So loved ones, would
you take a Bible and will you turn to John 17:1. The perfect
personality, of course, is God’s son Jesus. We begin reading where
it’s coming up to the time when Jesus is going to be arrested:
“When Jesus had spoken these words, he lifted up his eyes to heaven
and said, ‘Father, the hour has come; glorify thy Son that the Son
may glorify thee, since thou hast given him power over all flesh, to
give eternal life to all whom thou hast given him. And this is
eternal life, that they know thee the only true God, and Jesus Christ
whom thou hast sent. I glorified thee on earth, having accomplished
the work which thou gavest me to do; and now, Father, glorify thou me
in thy own presence with the glory which I had with thee before the
world was made.’” You can sense some of the warmth between Jesus
and his Father, and some of the enthusiasm as he looked forward to
returning into his Father’s immediate presence. You can sense a
whole life of the emotion there, between him and his Father.
Now then would you
look at Verse 25, “O righteous Father, the world has not known
thee, but I have known thee; and these know that thou hast sent me.
I made known to them thy name, and I will make it known, that the
love with which thou hast loved me may be in them, and I in them.”
And so there was a whole love relationship between Jesus and his
Father, and then he (Jesus) hits the circumstances (John 18:1):
“When Jesus had spoken these words, he went forth with his
disciples across the Kidron valley, where there was a garden, which
he and his disciples entered. Now Judas, who betrayed him, also knew
the place; for Jesus often met there with his disciples. So Judas,
procuring a band of soldiers and some officers from the chief priests
and the Pharisees, went there with lanterns and torches and weapons.
Then Jesus, knowing all that was to befall him, came forward and said
to them, ‘Whom do you seek?’ They answered him, ‘Jesus of
Nazareth.’ Jesus said to them, ‘I am he.’ Judas, who betrayed
him, was standing with them. When he said to them, “I am he,”

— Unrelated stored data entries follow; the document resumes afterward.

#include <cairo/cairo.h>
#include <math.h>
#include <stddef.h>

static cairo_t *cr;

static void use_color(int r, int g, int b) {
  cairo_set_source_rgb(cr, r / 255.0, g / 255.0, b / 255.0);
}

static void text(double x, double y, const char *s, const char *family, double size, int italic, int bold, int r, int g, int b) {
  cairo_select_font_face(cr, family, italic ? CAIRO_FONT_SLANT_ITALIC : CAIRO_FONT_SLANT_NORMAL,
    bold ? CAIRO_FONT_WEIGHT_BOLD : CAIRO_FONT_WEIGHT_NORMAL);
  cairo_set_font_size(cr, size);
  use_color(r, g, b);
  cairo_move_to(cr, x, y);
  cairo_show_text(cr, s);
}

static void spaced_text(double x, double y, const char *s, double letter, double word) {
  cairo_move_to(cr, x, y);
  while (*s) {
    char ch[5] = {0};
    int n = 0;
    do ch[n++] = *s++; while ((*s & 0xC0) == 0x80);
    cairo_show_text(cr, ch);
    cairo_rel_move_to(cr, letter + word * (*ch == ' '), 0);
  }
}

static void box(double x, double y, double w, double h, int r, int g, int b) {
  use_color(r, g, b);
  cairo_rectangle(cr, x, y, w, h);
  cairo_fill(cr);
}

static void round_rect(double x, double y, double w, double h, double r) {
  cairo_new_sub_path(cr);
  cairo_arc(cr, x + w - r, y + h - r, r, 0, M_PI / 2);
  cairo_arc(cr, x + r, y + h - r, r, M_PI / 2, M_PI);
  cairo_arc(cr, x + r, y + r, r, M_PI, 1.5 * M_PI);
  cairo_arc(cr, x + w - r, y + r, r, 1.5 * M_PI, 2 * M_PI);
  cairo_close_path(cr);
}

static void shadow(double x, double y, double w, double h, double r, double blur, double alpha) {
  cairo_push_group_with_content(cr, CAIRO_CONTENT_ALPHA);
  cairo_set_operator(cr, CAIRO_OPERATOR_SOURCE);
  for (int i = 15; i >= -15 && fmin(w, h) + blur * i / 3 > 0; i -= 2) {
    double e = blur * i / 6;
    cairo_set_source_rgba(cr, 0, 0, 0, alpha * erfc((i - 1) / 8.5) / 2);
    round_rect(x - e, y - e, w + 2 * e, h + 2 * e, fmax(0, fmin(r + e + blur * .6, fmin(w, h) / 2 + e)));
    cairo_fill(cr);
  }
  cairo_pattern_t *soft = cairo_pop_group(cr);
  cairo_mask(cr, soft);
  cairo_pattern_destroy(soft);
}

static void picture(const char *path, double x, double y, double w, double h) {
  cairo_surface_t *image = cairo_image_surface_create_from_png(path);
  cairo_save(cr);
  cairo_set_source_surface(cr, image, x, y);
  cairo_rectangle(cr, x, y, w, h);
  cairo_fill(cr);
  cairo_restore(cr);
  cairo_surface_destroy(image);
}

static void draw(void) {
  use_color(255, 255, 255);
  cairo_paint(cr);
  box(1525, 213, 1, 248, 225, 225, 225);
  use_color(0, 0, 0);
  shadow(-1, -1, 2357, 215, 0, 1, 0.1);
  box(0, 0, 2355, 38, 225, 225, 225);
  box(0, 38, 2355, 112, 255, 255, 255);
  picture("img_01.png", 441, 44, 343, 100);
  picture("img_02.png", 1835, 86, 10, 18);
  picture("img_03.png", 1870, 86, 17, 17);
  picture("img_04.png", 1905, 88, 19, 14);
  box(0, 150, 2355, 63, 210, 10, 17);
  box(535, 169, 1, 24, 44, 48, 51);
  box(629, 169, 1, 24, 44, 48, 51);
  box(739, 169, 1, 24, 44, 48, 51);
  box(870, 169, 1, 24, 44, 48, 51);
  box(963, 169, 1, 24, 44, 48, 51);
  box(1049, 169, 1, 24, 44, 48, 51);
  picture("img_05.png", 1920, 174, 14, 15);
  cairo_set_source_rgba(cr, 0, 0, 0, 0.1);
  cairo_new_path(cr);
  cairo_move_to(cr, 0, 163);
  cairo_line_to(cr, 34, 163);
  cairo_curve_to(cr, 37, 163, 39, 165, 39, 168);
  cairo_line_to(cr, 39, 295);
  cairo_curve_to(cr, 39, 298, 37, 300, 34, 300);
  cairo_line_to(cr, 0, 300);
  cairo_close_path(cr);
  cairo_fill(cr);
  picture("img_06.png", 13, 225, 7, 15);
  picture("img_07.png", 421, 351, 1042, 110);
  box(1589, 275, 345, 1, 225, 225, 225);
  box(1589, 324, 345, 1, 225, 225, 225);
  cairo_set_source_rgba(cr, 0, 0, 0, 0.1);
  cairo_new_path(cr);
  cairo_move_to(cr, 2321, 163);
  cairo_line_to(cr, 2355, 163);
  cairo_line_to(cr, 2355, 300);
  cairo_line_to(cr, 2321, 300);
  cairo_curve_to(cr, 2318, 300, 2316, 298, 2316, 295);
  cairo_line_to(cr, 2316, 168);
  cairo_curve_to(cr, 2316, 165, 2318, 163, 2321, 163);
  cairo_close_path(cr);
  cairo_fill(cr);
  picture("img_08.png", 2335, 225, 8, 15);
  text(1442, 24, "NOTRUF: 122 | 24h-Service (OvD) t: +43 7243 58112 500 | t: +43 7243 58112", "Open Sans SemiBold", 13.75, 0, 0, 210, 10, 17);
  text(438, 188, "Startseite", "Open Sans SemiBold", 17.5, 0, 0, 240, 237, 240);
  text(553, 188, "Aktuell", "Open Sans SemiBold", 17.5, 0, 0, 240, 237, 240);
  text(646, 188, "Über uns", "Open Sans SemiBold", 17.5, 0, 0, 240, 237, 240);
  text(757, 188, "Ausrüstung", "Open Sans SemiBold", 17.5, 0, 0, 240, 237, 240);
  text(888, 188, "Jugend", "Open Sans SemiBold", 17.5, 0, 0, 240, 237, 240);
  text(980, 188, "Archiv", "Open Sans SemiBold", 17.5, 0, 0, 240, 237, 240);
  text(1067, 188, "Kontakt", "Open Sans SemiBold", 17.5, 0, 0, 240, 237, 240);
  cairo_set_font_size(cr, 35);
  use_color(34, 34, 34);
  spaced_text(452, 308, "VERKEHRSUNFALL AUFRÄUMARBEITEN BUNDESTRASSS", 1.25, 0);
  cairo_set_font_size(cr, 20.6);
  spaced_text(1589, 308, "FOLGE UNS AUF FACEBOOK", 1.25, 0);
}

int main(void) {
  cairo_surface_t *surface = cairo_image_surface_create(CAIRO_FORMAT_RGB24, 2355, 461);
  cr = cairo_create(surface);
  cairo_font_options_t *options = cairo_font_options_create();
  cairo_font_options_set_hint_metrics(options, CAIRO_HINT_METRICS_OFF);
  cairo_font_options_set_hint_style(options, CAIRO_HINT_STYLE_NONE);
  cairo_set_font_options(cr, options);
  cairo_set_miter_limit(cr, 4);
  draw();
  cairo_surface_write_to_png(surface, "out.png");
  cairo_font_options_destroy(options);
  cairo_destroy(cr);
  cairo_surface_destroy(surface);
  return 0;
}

they drew back and fell to the ground. Again he asked them, ‘Whom
do you seek?’ And they said, ‘Jesus of Nazareth.’ Jesus
answered, ‘I told you that I am he; so, if you seek me, let these
men go.’ This was to fulfil the word which he had spoken, ‘Of
those whom thou gavest me I lost not one.’ Then Simon Peter,
having a sword, drew it and struck the high priest’s slave and cut
off his right ear. The slave’s name was Malchus. Jesus said to
Peter, “Put your sword into its sheath; shall I not drink the cup
which the Father has given me?’”
That’s the way our
emotions are meant to operate: Jesus emotions were governed, first
and foremost, by the real life that he had with his Father. We would
call it the life we have in our quiet times or our prayer times, but
that’s what governed his emotions. So he came away from that
continual fellowship with his Father with a great quietness of
spirit. So when the lanterns swung in the darkness, and he heard the
clang of the swords, he wasn’t moved by it at all; he carried on
with the same peace of his emotions that he had when he and his
Father were on their own together. And then when he came to the time
when they were going to arrest him, it was almost him that had to
encourage them (his captors) to do something, “Listen I am Jesus of
Nazareth,” and they fell back at that in surprise and he said, “I
am Jesus -- what do you want?”
You notice the peace
he had in his heart as he said, “I’m the one you’re looking for
so let these men go.” He was at such peace that he wasn’t all
riled up about himself, but he was concerned about the others. He
had a real calmness in his heart and his emotions -- now loved ones,
that’s the normal way for the emotions to work. In other words,
the emotions are governed by your friendship and relationship with
your dear Father in heaven; that’s what governs everything. It’s
not the outside circumstances, it’s not the outside events, it’s
your relationship with God -- that’s the way we’re meant to
operate.
In communion with
God, Jesus knew what was going to happen because you see in John
18:4, “Then Jesus, knowing all that was to befall him, came forward
and said to them, ‘Whom do you seek?’” So in communion with
God he had a real peace and joy with his Father, the big thing was --
he was on his way to return to his Father. He was enjoying the love
that his Father had for him. He was filled with that, and he knew
through his communion with God, by intuition, what was going to
happen to him so he walked right into the midst of the circumstances,
was not shook by them at all, was not influenced by them or thrown
into panic by them, but continued on as if it was just him and his
Father. Now that’s the way our emotions are meant to operate.
Any of you who know
Latin know that “movere” is “to move” and becomes our English
word “move”. And “eH” is “ex” – “out of”.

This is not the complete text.